ACTIVITY:
Quote all of the entries word for word.

** INFORMATION SUPPLIED follows **

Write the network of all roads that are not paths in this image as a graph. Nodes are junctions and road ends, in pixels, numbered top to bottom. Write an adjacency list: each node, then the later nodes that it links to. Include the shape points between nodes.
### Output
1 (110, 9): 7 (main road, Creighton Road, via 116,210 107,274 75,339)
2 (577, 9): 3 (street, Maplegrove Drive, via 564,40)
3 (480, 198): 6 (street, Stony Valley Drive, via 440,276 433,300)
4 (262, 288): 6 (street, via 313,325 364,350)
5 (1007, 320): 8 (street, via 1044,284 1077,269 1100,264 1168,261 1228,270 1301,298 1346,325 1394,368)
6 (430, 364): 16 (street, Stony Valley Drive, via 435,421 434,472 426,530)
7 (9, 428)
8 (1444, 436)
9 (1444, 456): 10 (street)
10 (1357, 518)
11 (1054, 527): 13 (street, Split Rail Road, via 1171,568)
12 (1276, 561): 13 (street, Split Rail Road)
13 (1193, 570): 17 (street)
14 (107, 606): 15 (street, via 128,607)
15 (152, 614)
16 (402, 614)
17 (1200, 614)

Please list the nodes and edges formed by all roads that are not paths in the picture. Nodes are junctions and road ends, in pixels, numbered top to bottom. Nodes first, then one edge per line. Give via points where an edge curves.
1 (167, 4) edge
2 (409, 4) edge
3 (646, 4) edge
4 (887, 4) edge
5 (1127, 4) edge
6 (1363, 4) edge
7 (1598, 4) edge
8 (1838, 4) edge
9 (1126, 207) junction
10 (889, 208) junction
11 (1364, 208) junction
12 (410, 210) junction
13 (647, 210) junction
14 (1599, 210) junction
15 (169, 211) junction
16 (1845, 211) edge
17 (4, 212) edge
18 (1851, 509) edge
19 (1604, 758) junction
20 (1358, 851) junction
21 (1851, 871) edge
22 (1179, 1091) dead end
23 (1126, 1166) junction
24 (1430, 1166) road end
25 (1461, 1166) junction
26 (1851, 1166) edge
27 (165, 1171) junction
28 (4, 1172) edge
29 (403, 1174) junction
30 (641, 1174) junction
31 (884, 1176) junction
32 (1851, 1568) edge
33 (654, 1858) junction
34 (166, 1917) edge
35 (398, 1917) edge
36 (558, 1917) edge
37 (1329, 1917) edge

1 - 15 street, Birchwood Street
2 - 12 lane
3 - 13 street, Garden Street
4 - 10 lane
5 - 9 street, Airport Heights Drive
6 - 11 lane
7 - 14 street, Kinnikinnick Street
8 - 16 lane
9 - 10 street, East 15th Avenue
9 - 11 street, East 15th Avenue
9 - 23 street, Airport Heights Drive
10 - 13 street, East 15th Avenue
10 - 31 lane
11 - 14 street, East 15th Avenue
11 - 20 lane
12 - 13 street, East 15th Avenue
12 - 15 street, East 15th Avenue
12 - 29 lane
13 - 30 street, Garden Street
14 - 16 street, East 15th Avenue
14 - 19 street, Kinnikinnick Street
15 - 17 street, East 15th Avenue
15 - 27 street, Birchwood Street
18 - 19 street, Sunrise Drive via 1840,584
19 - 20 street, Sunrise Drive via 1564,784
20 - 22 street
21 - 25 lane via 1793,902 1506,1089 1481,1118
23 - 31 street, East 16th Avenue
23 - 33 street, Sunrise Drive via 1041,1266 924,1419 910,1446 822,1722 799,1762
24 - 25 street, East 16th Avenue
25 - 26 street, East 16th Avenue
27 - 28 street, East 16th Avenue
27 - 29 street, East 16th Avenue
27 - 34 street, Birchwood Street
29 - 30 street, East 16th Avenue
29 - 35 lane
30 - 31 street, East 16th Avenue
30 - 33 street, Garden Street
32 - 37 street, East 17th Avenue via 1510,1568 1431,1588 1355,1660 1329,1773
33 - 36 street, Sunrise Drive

** End of INFORMATION SUPPLIED **

RESPONSE BOX:
Write the network of all roads that are not paths in this image as a graph. Nodes are junctions and road ends, in pixels, numbered top to bottom. Write an adjacency list: each node, then the later nodes that it links to. Include the shape points between nodes.
### Output
1 (110, 9): 7 (main road, Creighton Road, via 116,210 107,274 75,339)
2 (577, 9): 3 (street, Maplegrove Drive, via 564,40)
3 (480, 198): 6 (street, Stony Valley Drive, via 440,276 433,300)
4 (262, 288): 6 (street, via 313,325 364,350)
5 (1007, 320): 8 (street, via 1044,284 1077,269 1100,264 1168,261 1228,270 1301,298 1346,325 1394,368)
6 (430, 364): 16 (street, Stony Valley Drive, via 435,421 434,472 426,530)
7 (9, 428)
8 (1444, 436)
9 (1444, 456): 10 (street)
10 (1357, 518)
11 (1054, 527): 13 (street, Split Rail Road, via 1171,568)
12 (1276, 561): 13 (street, Split Rail Road)
13 (1193, 570): 17 (street)
14 (107, 606): 15 (street, via 128,607)
15 (152, 614)
16 (402, 614)
17 (1200, 614)

Please list the nodes and edges formed by all roads that are not paths in the picture. Nodes are junctions and road ends, in pixels, numbered top to bottom. Nodes first, then one edge per line. Give via points where an edge curves.
1 (167, 4) edge
2 (409, 4) edge
3 (646, 4) edge
4 (887, 4) edge
5 (1127, 4) edge
6 (1363, 4) edge
7 (1598, 4) edge
8 (1838, 4) edge
9 (1126, 207) junction
10 (889, 208) junction
11 (1364, 208) junction
12 (410, 210) junction
13 (647, 210) junction
14 (1599, 210) junction
15 (169, 211) junction
16 (1845, 211) edge
17 (4, 212) edge
18 (1851, 509) edge
19 (1604, 758) junction
20 (1358, 851) junction
21 (1851, 871) edge
22 (1179, 1091) dead end
23 (1126, 1166) junction
24 (1430, 1166) road end
25 (1461, 1166) junction
26 (1851, 1166) edge
27 (165, 1171) junction
28 (4, 1172) edge
29 (403, 1174) junction
30 (641, 1174) junction
31 (884, 1176) junction
32 (1851, 1568) edge
33 (654, 1858) junction
34 (166, 1917) edge
35 (398, 1917) edge
36 (558, 1917) edge
37 (1329, 1917) edge

1 - 15 street, Birchwood Street
2 - 12 lane
3 - 13 street, Garden Street
4 - 10 lane
5 - 9 street, Airport Heights Drive
6 - 11 lane
7 - 14 street, Kinnikinnick Street
8 - 16 lane
9 - 10 street, East 15th Avenue
9 - 11 street, East 15th Avenue
9 - 23 street, Airport Heights Drive
10 - 13 street, East 15th Avenue
10 - 31 lane
11 - 14 street, East 15th Avenue
11 - 20 lane
12 - 13 street, East 15th Avenue
12 - 15 street, East 15th Avenue
12 - 29 lane
13 - 30 street, Garden Street
14 - 16 street, East 15th Avenue
14 - 19 street, Kinnikinnick Street
15 - 17 street, East 15th Avenue
15 - 27 street, Birchwood Street
18 - 19 street, Sunrise Drive via 1840,584
19 - 20 street, Sunrise Drive via 1564,784
20 - 22 street
21 - 25 lane via 1793,902 1506,1089 1481,1118
23 - 31 street, East 16th Avenue
23 - 33 street, Sunrise Drive via 1041,1266 924,1419 910,1446 822,1722 799,1762
24 - 25 street, East 16th Avenue
25 - 26 street, East 16th Avenue
27 - 28 street, East 16th Avenue
27 - 29 street, East 16th Avenue
27 - 34 street, Birchwood Street
29 - 30 street, East 16th Avenue
29 - 35 lane
30 - 31 street, East 16th Avenue
30 - 33 street, Garden Street
32 - 37 street, East 17th Avenue via 1510,1568 1431,1588 1355,1660 1329,1773
33 - 36 street, Sunrise Drive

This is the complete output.